The Baku was laid down in 1978, commissioned in 1987 and withdrawn from service in 1996. In 1994, the ship suffered an explosion in the boiler room which had to be repaired.

In 2004, Russia agreed to transfer the Admiral Gorshkov to India free or charge under the condition that India pay for its refurbishment and upgrade in Russia. At the time, the cost was estimated at around $1 billion and the ship would be ready for delivery in 2008.

Afterward, the deal underwent several years of repeated delays and negotiations because the original cost estimate by Russia proved to be insufficient. In 2009, the two countries agreed to raise the cost to $2.3 billion, although the Russians had asked for over $3 billion.

The INS Vikramaditya would suffer one final delay when in 2012 its boilers experienced problems due to insulation during trials. The ship is now expected to arrive in India sometime in 2014, a decade after the plan was first reported.
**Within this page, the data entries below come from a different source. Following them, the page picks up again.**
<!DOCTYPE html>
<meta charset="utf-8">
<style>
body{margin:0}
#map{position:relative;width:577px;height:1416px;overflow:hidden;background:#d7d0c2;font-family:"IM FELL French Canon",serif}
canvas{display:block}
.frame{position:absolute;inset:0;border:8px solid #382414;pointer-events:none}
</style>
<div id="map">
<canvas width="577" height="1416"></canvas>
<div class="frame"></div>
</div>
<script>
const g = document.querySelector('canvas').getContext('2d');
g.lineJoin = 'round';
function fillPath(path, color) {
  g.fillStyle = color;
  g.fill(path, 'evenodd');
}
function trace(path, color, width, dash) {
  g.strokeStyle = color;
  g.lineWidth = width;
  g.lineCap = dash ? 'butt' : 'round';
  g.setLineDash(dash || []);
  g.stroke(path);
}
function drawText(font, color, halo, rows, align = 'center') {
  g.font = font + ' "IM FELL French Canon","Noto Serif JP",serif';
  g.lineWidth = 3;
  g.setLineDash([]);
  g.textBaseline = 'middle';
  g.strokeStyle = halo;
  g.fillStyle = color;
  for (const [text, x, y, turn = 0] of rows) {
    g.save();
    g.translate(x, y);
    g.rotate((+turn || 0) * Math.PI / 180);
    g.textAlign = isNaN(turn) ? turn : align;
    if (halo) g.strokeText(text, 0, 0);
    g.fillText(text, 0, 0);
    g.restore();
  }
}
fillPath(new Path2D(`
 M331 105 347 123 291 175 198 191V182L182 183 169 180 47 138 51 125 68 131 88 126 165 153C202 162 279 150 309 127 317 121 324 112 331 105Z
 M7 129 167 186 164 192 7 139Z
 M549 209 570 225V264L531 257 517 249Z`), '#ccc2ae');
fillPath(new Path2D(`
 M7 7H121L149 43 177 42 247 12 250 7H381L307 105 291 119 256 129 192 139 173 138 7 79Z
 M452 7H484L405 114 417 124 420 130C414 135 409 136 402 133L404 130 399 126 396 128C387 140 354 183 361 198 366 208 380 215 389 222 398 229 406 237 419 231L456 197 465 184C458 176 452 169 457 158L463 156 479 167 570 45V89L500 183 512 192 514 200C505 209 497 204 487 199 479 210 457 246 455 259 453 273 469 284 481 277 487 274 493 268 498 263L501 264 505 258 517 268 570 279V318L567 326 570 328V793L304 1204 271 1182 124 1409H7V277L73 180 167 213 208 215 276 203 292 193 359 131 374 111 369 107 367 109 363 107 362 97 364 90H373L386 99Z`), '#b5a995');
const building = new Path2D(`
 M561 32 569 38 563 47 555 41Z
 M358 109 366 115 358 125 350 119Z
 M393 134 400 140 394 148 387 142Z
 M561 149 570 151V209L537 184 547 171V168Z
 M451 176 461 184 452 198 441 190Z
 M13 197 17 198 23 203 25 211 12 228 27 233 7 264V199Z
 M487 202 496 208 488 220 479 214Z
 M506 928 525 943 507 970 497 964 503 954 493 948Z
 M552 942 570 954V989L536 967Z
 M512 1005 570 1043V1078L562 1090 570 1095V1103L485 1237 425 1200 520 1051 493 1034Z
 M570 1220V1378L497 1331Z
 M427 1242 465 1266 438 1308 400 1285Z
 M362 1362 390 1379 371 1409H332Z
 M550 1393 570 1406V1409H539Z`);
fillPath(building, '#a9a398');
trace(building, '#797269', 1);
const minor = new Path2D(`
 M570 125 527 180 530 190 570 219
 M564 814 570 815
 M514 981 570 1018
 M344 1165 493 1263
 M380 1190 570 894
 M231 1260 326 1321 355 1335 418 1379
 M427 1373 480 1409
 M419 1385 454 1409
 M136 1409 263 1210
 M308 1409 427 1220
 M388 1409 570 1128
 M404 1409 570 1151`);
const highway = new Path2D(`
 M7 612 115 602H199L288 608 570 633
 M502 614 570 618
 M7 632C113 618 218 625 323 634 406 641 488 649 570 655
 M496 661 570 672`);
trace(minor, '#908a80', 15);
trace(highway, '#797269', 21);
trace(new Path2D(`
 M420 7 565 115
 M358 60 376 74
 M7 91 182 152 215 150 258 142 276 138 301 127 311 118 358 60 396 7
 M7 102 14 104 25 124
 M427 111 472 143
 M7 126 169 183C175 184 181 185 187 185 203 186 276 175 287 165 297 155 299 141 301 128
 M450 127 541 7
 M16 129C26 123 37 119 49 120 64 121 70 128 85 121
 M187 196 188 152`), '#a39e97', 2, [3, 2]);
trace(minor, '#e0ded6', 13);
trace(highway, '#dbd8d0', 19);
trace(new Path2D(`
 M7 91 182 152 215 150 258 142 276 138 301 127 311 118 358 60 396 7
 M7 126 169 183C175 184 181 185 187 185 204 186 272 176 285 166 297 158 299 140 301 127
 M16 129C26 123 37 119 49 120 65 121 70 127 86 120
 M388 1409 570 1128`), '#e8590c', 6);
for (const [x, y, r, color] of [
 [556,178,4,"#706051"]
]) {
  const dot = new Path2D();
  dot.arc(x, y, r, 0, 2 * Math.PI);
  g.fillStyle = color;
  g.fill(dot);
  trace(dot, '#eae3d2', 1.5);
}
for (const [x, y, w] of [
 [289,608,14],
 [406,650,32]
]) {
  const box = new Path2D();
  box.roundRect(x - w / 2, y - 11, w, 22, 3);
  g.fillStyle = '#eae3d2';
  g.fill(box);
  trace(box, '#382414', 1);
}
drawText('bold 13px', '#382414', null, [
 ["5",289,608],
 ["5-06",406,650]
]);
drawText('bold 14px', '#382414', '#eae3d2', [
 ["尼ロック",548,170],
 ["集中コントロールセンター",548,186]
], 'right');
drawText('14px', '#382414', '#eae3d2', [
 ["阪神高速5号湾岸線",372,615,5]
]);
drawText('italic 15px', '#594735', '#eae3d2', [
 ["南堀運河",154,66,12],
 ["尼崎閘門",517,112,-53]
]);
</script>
Originally a sort of hybrid ship, the INS Vikramaditya is now a dedicated Short Take-Off But Arrested Recovery (STOBAR) aircraft carrier after extensive modifications, such as:
  • Installation of a ski-jump at the bow and other structural modifications to enable compatibility with MiG-29K aircraft.
  • Removal of all weapons such as the P-500 Bazalt.
  • Removal of various obsolete electronics and systems and installation of updated counterparts.
However, despite the extensive refit, the INS Vikramaditya still suffers from legacy drawbacks, such as:
  • Type and especially location of lifts for aircraft are less than optimal.
  • Absence of deflectors when aircraft take off.
  • Island takes up too much valuable deck space in comparison to overall size.
These limitations will always hinder the INS Vikramaditya relative to an aircraft carrier design that had been designed as one from the start. However, it's still one of the few true aircraft carriers around and should radically enhance the Indian Navy.

To equip its aircraft carrier and possibly future ones, India has ordered a total of 45 MiG-29K/KUB aircraft of which around half have already been delivered and up till now had been stationed on land.